At its core, our approach relies on improving a set of roughly personalized blendshapes by fitting handle vertices, in a ‘Laplacian’ framework, to depth and image data. Thus, refining the geometry. Laplacian framework is a mathematical term, a sum of second-order derivatives. That means, in this case, it effectively restores the geometry of the actor’s face without introducing artifacts. Many artists are familiar with the Fourier transform that identifies frequencies, especially if you do any audio work. The Fourier frequency transforms are a ‘slice’ effectively of Laplace transforms. These 3-dimensional complex operations are perfect for dealing with facial meshes.
This pipeline has been used in production to generate high-quality animation to train Digital Domain’s proprietary marker-based solution, leading to large time and cost savings. The new pipeline innovation is to use the same HMC setup used when the actor is actually performing, to create the data needed for training the pipeline, thus avoiding various specialist ROM (range of motion) seated 4D captures.

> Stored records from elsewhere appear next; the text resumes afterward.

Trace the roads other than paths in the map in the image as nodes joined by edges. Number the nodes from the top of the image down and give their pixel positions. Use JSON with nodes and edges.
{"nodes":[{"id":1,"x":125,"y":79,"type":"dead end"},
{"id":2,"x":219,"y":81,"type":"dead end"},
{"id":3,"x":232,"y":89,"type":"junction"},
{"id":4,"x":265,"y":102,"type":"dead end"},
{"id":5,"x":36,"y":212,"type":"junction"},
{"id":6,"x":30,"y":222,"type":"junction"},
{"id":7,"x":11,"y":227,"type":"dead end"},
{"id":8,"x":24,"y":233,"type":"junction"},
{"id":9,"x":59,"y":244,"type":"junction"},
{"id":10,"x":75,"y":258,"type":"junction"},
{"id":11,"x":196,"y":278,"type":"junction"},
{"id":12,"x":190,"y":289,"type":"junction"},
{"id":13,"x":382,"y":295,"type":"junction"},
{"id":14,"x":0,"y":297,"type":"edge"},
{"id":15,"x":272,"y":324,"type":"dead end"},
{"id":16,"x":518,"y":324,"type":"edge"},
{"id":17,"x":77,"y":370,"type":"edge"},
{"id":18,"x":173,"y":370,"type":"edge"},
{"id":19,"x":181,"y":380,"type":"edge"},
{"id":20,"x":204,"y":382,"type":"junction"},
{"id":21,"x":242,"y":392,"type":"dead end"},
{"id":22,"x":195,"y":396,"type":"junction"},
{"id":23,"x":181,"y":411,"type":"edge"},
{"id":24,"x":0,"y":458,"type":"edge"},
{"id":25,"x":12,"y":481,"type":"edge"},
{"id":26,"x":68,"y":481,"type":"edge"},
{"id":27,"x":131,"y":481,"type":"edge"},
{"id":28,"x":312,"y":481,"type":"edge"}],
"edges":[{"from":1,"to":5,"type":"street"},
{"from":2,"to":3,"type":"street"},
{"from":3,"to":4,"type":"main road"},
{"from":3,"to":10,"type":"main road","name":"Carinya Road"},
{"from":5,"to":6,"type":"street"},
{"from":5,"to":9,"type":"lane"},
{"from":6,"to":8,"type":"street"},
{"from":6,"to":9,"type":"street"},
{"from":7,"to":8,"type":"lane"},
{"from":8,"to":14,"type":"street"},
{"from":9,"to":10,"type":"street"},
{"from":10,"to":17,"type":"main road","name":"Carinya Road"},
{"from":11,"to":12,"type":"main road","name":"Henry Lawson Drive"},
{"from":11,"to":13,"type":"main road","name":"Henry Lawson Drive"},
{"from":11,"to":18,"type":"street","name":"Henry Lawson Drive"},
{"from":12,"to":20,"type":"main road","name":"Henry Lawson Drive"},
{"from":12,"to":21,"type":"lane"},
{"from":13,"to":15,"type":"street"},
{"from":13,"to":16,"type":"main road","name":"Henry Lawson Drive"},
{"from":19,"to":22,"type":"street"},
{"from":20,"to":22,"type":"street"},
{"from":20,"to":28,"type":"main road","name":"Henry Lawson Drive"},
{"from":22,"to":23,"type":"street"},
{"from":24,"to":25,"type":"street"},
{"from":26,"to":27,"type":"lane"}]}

At first glance, this seems odd? How could the HMC provide high-quality data to train the pipeline to later accurately use the same HMC to better capture an actor’s performance? The answer lies in acknowledging that even the seated 4D capture is inaccurate to some degree and does not provide a perfect ‘ground truth’. By using the HMC to improve the later HMC capture the team reduces down the sources of any artifacts. “We actually reduced the number of inherent problems by capturing with exactly the same devices with exactly the same calibration steps and exactly the same geometry that is used to track the actors face when they are performing,” explains co-author Lucio Moser.
Digital Domain has been adding loads of machine learning principles to its pipeline for some time. Since last year’s fxguide story their Masquerade process, a new machine learning approach has been applied to the problem of automating determining the eye gaze of an actor. Digital Domain’s R&D team has been skillful in finding many areas of their pipeline that respond well to AI and machine learning. The process of replacing seated 4D capture with head-mounted cameras (HMC) is another example of this. Specifically, this SIGGRAPH paper is outlining how the team is changing part of the Digital Domain pipeline to facilitate a better way of producing their training data. This data then goes into their Masquerade face pipeline to help solve what’s coming off the HMC when the team is actually doing performances with the actor. This workflow is an extension and changes the way the production team can work. On previous projects, such as Thanos in The Avengers films, the team would “outsource to a service, the process of doing the seated capture, and the tracking itself of that training data,” comments Moser. “And that was a process that was required to be done for shows like, The Avengers. It also required adapting the geometry that we will get from those surfaces onto the geometry that we use to track in Masquerade.” That adaptation stage of the seated training data added the possibility of incurring problems. “So we knew it had to be dealt with, and so it became apparent that that whole part of the pipeline (data gathering) was necessary to be replaced.”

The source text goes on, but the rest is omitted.